Antigen-Presenting Intratumoral B Cells Affect CD4+ TIL Phenotypes in Non-Small Cell Lung Cancer Patients

Effective immunotherapy options for patients with nonsmall cell lung cancer (NSCLC) are becoming increasingly available. The immunotherapy focus has been on tumorinfiltrating T cells (TILs); however, tumor-infiltrating B cells (TIL-Bs) have also been reported to correlate with NSCLC patient survival. The function of TIL-Bs in human cancer has been understudied, with little focus on their role as antigen-presenting cells and their influence on CD4(+) TILs. Compared with other immune subsets detected in freshly isolated primary tumors from NSCLC patients, we observed increased numbers of intratumoral B cells relative to B cells from tumor-adjacent tissues.

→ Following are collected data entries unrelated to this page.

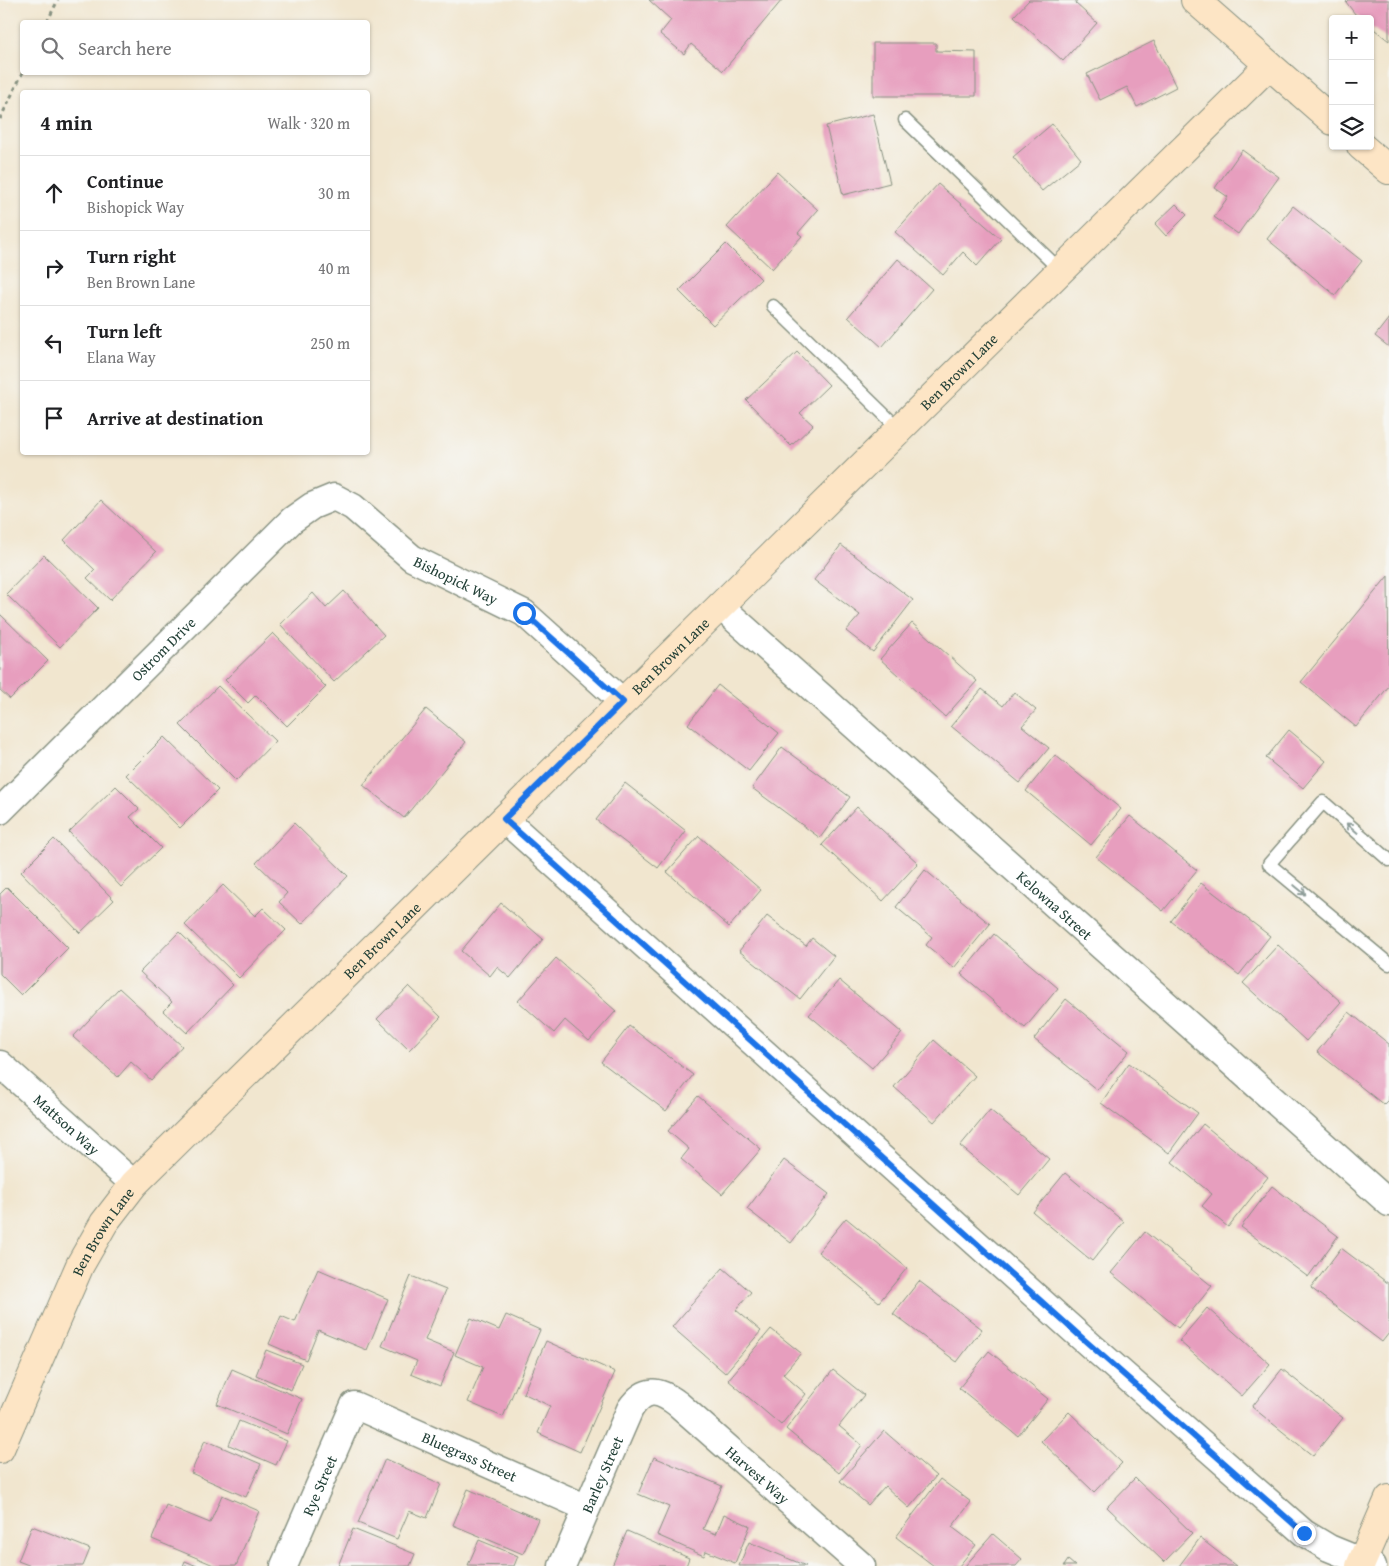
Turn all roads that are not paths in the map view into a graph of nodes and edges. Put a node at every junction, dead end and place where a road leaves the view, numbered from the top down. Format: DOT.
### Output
graph roads {
  1 [pos="1195,0"];
  2 [pos="1268,65"];
  3 [pos="1329,118"];
  4 [pos="905,120"];
  5 [pos="1366,150"];
  6 [pos="1389,170"];
  7 [pos="1060,270"];
  8 [pos="773,306"];
  9 [pos="899,429"];
  10 [pos="334,497"];
  11 [pos="720,606"];
  12 [pos="623,702"];
  13 [pos="0,811"];
  14 [pos="504,819"];
  15 [pos="1389,860"];
  16 [pos="1389,964"];
  17 [pos="0,1064"];
  18 [pos="134,1184"];
  19 [pos="1389,1203"];
  20 [pos="650,1392"];
  21 [pos="354,1405"];
  22 [pos="0,1449"];
  23 [pos="1389,1499"];
  24 [pos="587,1508"];
  25 [pos="857,1564"];
  26 [pos="1365,1565"];
  27 [pos="284,1566"];
  28 [pos="562,1566"];
  1 -- 2 [label="street"];
  2 -- 3 [label="street"];
  2 -- 7 [label="street, Ben Brown Lane"];
  4 -- 7 [label="lane"];
  5 -- 6 [label="street"];
  7 -- 9 [label="street, Ben Brown Lane"];
  8 -- 9 [label="lane"];
  9 -- 11 [label="street, Ben Brown Lane"];
  10 -- 12 [label="street, Bishopick Way"];
  10 -- 13 [label="street, Ostrom Drive"];
  11 -- 12 [label="street, Ben Brown Lane"];
  11 -- 19 [label="street, Kelowna Street"];
  12 -- 14 [label="street, Ben Brown Lane"];
  14 -- 18 [label="street, Ben Brown Lane"];
  14 -- 26 [label="street"];
  15 -- 16 [label="lane, one-way"];
  17 -- 18 [label="street, Mattson Way"];
  18 -- 22 [label="street, Ben Brown Lane"];
  20 -- 24 [label="street, Barley Street"];
  20 -- 25 [label="street, Harvest Way"];
  21 -- 24 [label="street, Bluegrass Street"];
  21 -- 27 [label="street, Rye Street"];
  23 -- 26 [label="street"];
  24 -- 28 [label="street, Barley Street"];
}
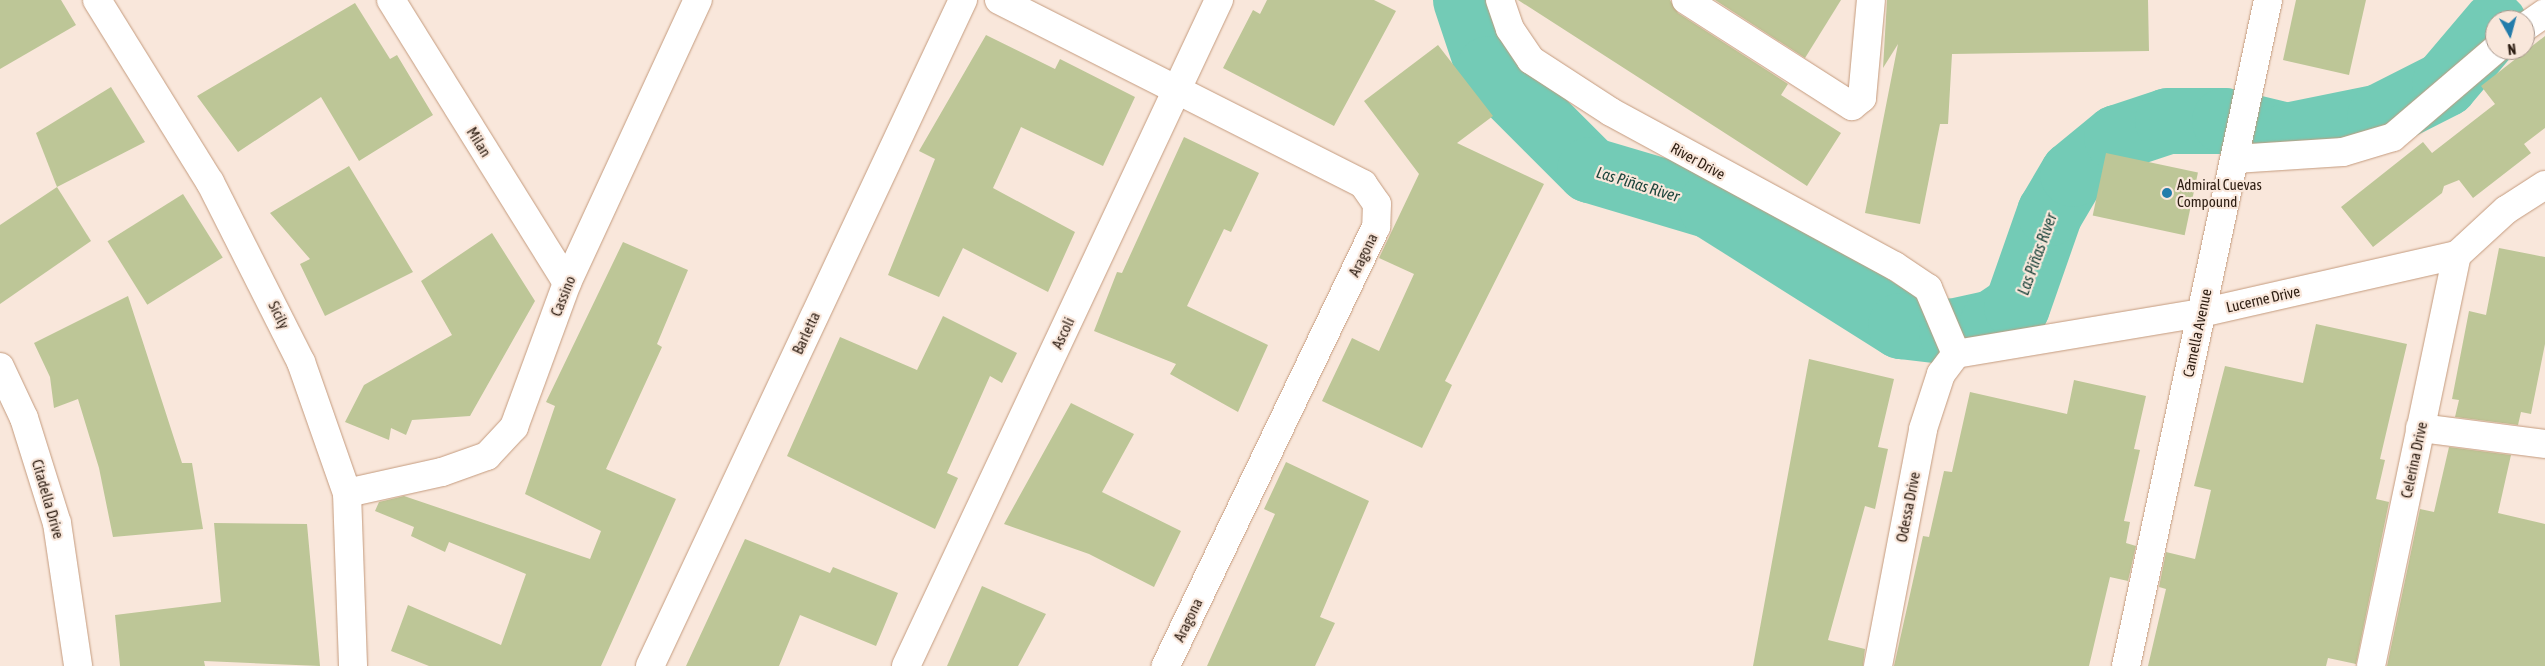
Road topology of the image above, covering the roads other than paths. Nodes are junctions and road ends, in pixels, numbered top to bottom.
1 (97, 0) edge
2 (391, 0) edge
3 (698, 0) edge
4 (963, 0) edge
5 (999, 0) edge
6 (1219, 0) edge
7 (1500, 0) edge
8 (1686, 0) edge
9 (1871, 0) edge
10 (2268, 0) edge
11 (2485, 58) edge
12 (1177, 91) junction
13 (2237, 151) junction
14 (2545, 185) edge
15 (2458, 255) junction
16 (568, 283) junction
17 (2201, 313) junction
18 (1954, 345) junction
19 (0, 367) edge
20 (2420, 428) junction
21 (2545, 444) edge
22 (348, 493) junction
23 (78, 666) edge
24 (352, 666) edge
25 (650, 666) edge
26 (906, 666) edge
27 (1166, 666) edge
28 (1878, 666) edge
29 (2126, 666) edge
30 (2371, 666) edge

1 - 22 street, Sicily
2 - 16 street, Milan
3 - 16 street, Cassino
4 - 25 street, Barletta
5 - 12 street, Aragona
6 - 12 street, Ascoli
7 - 18 street, River Drive
8 - 9 street
10 - 13 street, Camella Avenue
11 - 13 street
12 - 26 street, Ascoli
12 - 27 street, Aragona
13 - 17 street, Camella Avenue
14 - 15 street
15 - 17 street, Lucerne Drive
15 - 20 street, Celerina Drive
16 - 22 street, Cassino
17 - 18 street, Lucerne Drive
17 - 29 street, Camella Avenue
18 - 28 street, Odessa Drive
19 - 23 street, Citadella Drive
20 - 21 street
20 - 30 street, Celerina Drive
22 - 24 street, Sicily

Furthermore, we demonstrated that TIL-Bs can efficiently present antigen to CD4(+) TILs and alter the CD4(+) TIL phenotype using an in vitro antigen-presentation assay. Specifically, we identified three CD4(+) TIL responses to TIL-Bs, which we categorized as activated, antigen-associated, and nonresponsive. Within the activated and antigen-associated CD4(+) TIL population, activated TIL-Bs (CD19(+)CD20(+)CD69(+)CD27(+)CD21(+)) were associated with an effector T-cell response (IFN gamma(+) CD4(+) TILs). Alternatively, exhausted TIL-Bs (CD19(+)CD20(+)CD69(+)CD27-CD21-) were associated with a regulatory T-cell phenotype (FoxP3(+) CD4(+) TILs). Our results demonstrate a new role for TIL-Bs in NSCLC tumors in their interplay with CD4(+) TILs in the tumor microenvironment, establishing them as a potential therapeutic target in NSCLCimmunotherapy. (C) 2017 AACR.